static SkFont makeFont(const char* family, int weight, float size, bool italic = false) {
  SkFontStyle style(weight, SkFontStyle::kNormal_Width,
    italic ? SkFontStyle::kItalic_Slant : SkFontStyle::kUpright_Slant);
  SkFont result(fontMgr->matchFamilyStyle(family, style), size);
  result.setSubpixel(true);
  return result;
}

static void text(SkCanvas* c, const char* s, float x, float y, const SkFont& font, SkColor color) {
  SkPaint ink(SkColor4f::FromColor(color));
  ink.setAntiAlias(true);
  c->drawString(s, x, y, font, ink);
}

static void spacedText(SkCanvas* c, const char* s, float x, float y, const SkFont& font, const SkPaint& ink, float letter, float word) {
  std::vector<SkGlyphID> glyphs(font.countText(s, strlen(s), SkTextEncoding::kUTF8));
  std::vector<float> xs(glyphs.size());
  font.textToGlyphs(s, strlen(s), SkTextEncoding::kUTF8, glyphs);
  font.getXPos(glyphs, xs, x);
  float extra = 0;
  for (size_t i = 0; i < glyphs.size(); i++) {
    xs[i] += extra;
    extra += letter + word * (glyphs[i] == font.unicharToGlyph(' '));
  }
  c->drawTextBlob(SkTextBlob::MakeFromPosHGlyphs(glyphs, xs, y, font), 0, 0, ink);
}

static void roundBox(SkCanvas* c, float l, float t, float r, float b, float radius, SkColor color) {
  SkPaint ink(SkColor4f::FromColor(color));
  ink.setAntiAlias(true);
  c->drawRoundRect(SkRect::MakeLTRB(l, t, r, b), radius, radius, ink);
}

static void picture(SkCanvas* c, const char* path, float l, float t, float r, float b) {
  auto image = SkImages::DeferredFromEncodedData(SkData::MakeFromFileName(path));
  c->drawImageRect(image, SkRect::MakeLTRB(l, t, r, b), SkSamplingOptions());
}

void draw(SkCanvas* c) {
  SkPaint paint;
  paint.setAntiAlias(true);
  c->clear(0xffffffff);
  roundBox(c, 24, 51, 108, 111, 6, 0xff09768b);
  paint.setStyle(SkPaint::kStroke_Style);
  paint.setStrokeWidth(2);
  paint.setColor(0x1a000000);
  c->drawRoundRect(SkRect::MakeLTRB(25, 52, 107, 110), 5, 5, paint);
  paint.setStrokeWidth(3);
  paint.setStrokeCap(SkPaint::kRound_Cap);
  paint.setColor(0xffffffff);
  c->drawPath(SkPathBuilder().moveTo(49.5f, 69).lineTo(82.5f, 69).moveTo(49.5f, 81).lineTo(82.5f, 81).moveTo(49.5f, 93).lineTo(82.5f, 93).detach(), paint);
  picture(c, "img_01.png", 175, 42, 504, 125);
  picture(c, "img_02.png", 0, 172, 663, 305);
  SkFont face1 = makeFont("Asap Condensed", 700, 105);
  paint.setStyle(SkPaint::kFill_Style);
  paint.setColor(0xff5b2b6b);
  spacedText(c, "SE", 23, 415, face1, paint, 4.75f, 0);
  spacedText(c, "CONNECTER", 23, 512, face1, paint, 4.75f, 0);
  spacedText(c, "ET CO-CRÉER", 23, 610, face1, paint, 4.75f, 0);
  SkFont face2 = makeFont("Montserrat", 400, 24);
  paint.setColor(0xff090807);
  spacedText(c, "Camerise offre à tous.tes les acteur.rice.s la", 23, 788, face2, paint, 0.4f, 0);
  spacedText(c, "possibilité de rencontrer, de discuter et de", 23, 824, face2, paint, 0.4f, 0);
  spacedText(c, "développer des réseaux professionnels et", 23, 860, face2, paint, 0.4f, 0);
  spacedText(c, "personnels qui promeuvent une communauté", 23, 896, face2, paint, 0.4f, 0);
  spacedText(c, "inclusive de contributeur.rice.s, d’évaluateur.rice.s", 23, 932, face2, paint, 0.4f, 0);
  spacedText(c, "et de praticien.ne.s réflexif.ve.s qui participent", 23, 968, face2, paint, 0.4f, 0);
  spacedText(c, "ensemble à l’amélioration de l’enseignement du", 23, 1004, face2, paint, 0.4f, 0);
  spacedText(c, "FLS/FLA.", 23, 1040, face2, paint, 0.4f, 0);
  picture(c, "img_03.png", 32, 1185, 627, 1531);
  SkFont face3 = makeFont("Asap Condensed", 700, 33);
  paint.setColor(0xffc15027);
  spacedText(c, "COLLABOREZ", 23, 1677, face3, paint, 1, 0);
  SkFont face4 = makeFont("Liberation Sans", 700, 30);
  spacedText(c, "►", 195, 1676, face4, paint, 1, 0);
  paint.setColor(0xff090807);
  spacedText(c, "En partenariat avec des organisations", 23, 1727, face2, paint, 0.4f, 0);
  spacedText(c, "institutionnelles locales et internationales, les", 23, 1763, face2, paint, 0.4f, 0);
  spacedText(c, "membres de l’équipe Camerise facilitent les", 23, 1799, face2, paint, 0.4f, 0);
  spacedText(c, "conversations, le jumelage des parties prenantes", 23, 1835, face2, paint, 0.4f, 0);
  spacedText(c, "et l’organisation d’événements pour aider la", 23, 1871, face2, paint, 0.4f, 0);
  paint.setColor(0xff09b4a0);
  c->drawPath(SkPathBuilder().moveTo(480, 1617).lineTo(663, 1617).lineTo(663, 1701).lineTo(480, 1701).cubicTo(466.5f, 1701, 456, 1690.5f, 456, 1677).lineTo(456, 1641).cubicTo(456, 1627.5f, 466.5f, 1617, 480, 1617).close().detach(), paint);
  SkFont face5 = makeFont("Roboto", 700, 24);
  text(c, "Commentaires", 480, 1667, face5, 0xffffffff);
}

——————————

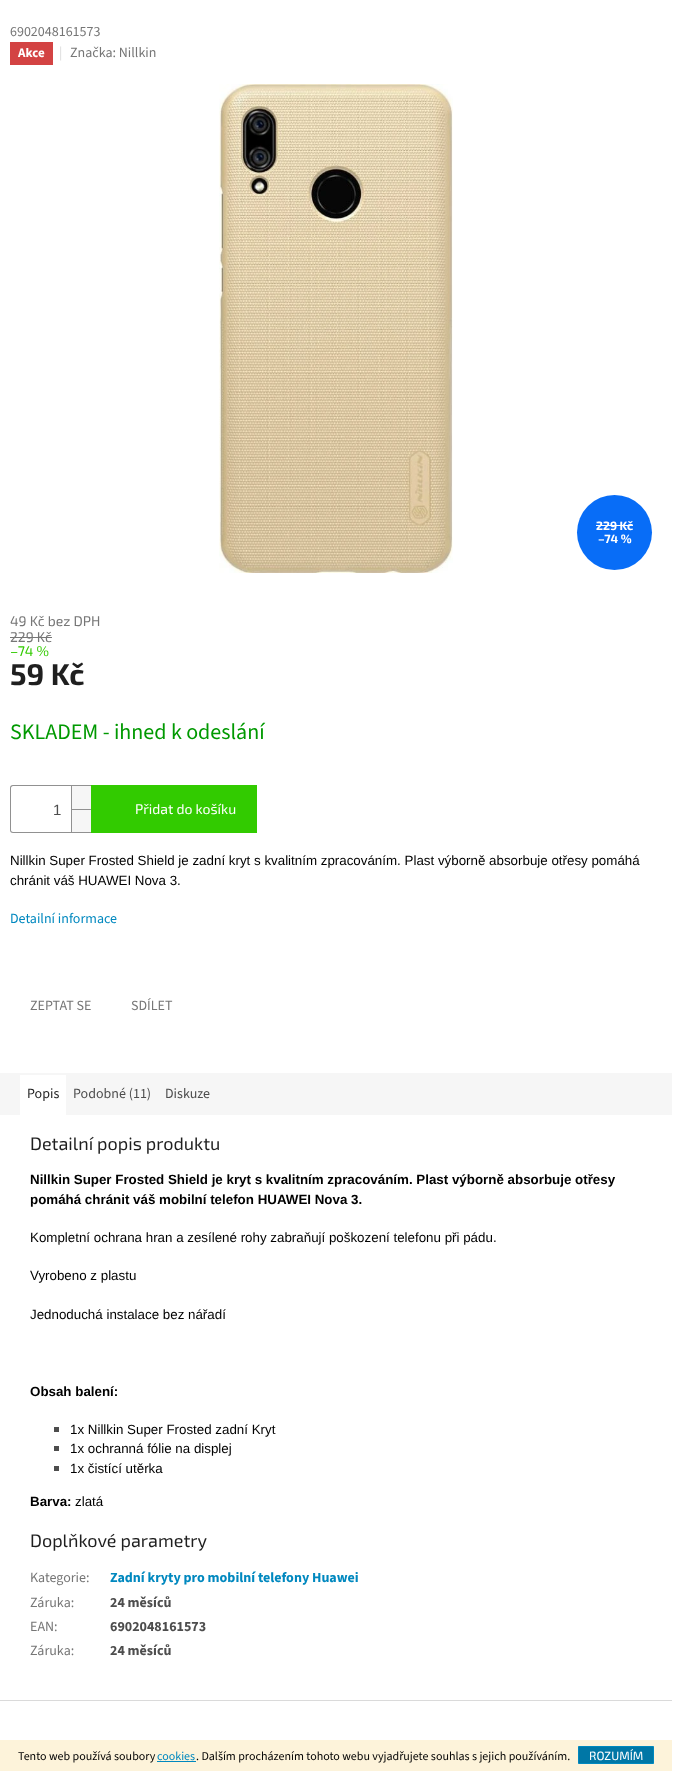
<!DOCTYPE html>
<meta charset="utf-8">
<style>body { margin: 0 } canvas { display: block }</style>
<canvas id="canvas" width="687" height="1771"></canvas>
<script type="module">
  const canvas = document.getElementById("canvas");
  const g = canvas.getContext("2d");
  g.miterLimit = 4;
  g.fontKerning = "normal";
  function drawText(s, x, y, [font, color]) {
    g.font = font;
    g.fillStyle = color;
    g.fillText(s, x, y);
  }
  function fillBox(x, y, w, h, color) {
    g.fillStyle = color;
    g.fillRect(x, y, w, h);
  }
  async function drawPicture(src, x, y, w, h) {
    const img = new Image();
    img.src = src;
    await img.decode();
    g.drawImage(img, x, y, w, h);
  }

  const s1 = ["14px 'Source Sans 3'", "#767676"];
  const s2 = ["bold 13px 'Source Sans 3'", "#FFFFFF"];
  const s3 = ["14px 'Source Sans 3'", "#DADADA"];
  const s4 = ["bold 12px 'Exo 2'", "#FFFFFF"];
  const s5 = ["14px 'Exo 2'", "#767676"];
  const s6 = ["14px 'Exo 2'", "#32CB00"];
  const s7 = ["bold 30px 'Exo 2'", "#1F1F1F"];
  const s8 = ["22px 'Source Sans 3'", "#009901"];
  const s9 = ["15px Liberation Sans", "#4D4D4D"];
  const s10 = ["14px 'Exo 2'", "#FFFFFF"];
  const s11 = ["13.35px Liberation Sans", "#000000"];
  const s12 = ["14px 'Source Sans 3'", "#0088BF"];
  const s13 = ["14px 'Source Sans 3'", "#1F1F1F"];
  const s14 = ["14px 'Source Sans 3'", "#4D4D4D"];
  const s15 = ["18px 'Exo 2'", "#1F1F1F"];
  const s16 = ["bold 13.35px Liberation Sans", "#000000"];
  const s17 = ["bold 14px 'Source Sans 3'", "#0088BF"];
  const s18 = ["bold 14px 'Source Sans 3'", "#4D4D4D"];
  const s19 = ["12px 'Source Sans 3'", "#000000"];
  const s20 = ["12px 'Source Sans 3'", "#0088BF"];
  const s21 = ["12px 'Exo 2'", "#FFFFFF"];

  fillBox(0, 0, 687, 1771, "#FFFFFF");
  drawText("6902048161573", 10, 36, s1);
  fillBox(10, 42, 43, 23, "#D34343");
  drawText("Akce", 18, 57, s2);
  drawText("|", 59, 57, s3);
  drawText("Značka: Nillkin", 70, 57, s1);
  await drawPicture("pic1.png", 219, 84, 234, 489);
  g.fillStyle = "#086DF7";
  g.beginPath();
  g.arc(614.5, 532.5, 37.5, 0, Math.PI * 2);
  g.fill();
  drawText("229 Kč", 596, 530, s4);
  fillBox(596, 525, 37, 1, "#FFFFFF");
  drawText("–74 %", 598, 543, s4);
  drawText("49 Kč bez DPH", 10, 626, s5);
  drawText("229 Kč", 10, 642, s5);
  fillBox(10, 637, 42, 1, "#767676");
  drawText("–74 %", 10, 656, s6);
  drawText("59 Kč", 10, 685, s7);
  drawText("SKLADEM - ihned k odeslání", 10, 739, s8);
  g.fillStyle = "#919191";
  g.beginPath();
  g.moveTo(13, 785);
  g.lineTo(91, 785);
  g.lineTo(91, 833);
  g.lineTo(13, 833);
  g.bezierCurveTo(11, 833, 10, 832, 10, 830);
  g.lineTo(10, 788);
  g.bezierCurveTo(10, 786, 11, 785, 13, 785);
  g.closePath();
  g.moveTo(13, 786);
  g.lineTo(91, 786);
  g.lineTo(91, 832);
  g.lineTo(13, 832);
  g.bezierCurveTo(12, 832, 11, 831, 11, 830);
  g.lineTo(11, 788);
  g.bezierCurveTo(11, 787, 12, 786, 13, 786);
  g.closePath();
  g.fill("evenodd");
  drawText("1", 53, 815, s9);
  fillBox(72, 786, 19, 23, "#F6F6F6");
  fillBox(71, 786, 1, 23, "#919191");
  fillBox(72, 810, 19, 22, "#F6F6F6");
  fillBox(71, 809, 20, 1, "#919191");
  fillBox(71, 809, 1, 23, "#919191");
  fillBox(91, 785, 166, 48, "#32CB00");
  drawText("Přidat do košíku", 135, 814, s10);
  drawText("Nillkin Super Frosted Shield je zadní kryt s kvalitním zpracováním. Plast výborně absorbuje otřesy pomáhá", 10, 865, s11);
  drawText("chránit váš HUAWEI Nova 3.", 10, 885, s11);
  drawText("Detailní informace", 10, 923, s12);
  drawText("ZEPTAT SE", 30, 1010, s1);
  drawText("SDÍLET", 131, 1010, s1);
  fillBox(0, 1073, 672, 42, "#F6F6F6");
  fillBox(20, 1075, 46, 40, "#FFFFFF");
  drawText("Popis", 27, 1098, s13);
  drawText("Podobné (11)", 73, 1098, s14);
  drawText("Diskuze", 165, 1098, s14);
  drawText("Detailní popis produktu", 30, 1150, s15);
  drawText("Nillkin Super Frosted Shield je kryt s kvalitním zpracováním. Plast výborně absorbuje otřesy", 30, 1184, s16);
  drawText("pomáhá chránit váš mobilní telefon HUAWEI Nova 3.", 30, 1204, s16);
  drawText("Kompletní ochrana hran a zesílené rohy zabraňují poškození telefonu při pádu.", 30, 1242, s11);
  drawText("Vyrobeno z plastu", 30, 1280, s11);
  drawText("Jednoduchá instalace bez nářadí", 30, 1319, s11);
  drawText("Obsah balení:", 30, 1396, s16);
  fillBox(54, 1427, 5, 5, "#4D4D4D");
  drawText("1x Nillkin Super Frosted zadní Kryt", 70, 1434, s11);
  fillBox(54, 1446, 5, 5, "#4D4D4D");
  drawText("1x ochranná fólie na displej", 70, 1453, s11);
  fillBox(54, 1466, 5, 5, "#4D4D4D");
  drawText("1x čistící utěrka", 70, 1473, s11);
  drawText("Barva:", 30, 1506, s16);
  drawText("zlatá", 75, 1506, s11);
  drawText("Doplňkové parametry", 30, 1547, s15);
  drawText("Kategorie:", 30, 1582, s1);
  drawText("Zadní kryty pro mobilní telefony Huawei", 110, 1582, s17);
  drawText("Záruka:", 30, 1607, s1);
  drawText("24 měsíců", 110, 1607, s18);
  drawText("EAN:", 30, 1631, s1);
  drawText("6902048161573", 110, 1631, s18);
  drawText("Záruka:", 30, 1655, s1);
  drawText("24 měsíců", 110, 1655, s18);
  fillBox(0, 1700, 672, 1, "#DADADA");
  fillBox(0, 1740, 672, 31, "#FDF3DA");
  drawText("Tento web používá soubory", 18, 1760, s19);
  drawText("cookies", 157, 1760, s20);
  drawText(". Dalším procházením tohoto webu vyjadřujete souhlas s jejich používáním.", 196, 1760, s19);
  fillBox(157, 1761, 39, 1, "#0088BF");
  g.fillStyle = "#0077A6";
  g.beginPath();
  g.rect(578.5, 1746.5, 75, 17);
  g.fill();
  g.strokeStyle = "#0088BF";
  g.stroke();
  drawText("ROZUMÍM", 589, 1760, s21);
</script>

——————————

**WHAT IS NEEDED:** Tally of lines with the word "moveTo": work out how many lines in the records hold it, and give that number only.

**EXERCISE RESPONSE:** 4